Just look at the consoles! There were two screens-one behind the steering wheel and one in the center-to help you get the most out of your driving experience. The Volt is dual powered-by electric AND gas which means you can drive about 35 miles on electricity alone and about 375 miles on a full gas tank. According to Edmunds, it gets a whopping 93 city and 95 highway mpg. This would be the perfect type of car for someone who lives in the city like me and doesn't drive very far on an ordinary basis. I was very disappointed to learn that one must have a driveway or a garage to be able to plug the car in every night to recharge. I guess snaking extension cords across the street even if it was safe wouldn't be very practical.
The Volt navigated the twisty turns and steep hills of Pittsburgh as easily as a gasoline powered car. The vehicle also uses the screens on the consoles to show you how you are driving and also how to maximize your driving for the most efficient experience. It was a little intimidating at first but after only a few miles a driver would easily catch on and be able to enjoy the drive.
Hal parked the car (on a hill! see?) on a side street in Lawrenceville and we walked the last block to Dozen Bake Shop.
Dozen has recently went through a lot of changes. When it first opened, it was known solely as a cupcake shop that rapidly expanded and opened several other cupcake shops around the city. The original owner eventually scaled back and then sold the remaining two Dozens which were the Lawrenceville shop and also the Oakland shop. Dozen is now known as Dozen Bake Shop and it is a full service bakery and cafe.
A table full of tempting treats waited for us at Dozen Bake Shop. Of course there were cupcakes but these were a sampling of some of their offerings in mini version. The pumpkin whoopie pies were a seasonal nod as were the apple 'pop tarts.'
The apple pop tarts were more reminiscent of an apple hand pie than pop tarts and for that I was glad. I like the substantialness of pie more than a dinky pop tart. The push pops were a fun idea but startling in the color of the icing. Disappointingly, the amount of dye required to tint icing those bright colors was so frighteningly large that all that could be tasted was food dye.
The cafe menu was intriguing and I plan on returning for lunch one day very soon.
And I might be a little envious of their flour stores. Just a little.
The last stop on the Chevy Sonic Sweets Tour was Gluuteny in Squirrel Hill. It is a gluten free bakery that has sweet and savory items and also stocks mixes for the individual who would like to do a little home baking.
I was surprised to see all of the mixes available but I thought this was a wonderful idea for all of those who need or choose to eat gluten free. It helps make at home baking much more accessible.
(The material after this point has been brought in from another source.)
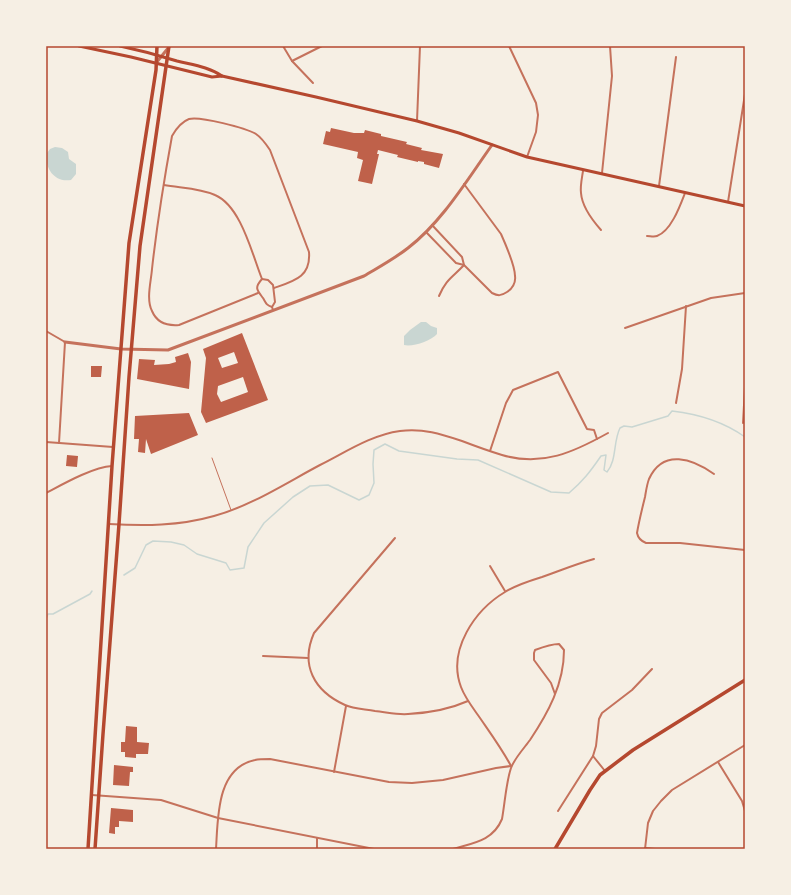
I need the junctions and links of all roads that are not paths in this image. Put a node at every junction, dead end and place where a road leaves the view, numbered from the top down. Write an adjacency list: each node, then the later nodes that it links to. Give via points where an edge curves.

Gluuteny makes and packages all of their mixes and fans of the bakery know they can trust what they are purchasing and not have the unsurety they may experience when trying to choose a mix from a grocery store shelf.
The convenience of their 'grab and go' shelves make stopping in just that much easier.
Breads, bagels, cakes, cookies and more. Gluuteny has it all.
The brownie had a crisp exterior and a chewy, deep chocolatey interior.
The pumpkin cupcake was a little less 'cake' and a little more 'muffin' in texture. The pumpkin flavor was bold and the spices used played that up rather than overpowering the pumpkin. The icing on top was light which was just right for this savory little cake.
Gluuteny is capable of fooling 'gluten eating people' and I think that's pretty darn amazing.
I was sad when the Chevy Sonic Sweets Tour came to an end because it is always such fun cruising around town in cars from the Chevrolet line up and stopping at local eateries in Pittsburgh. I think we need a Chevy trucks & bbq tour. What do you think?
I've always wanted to drive a truck.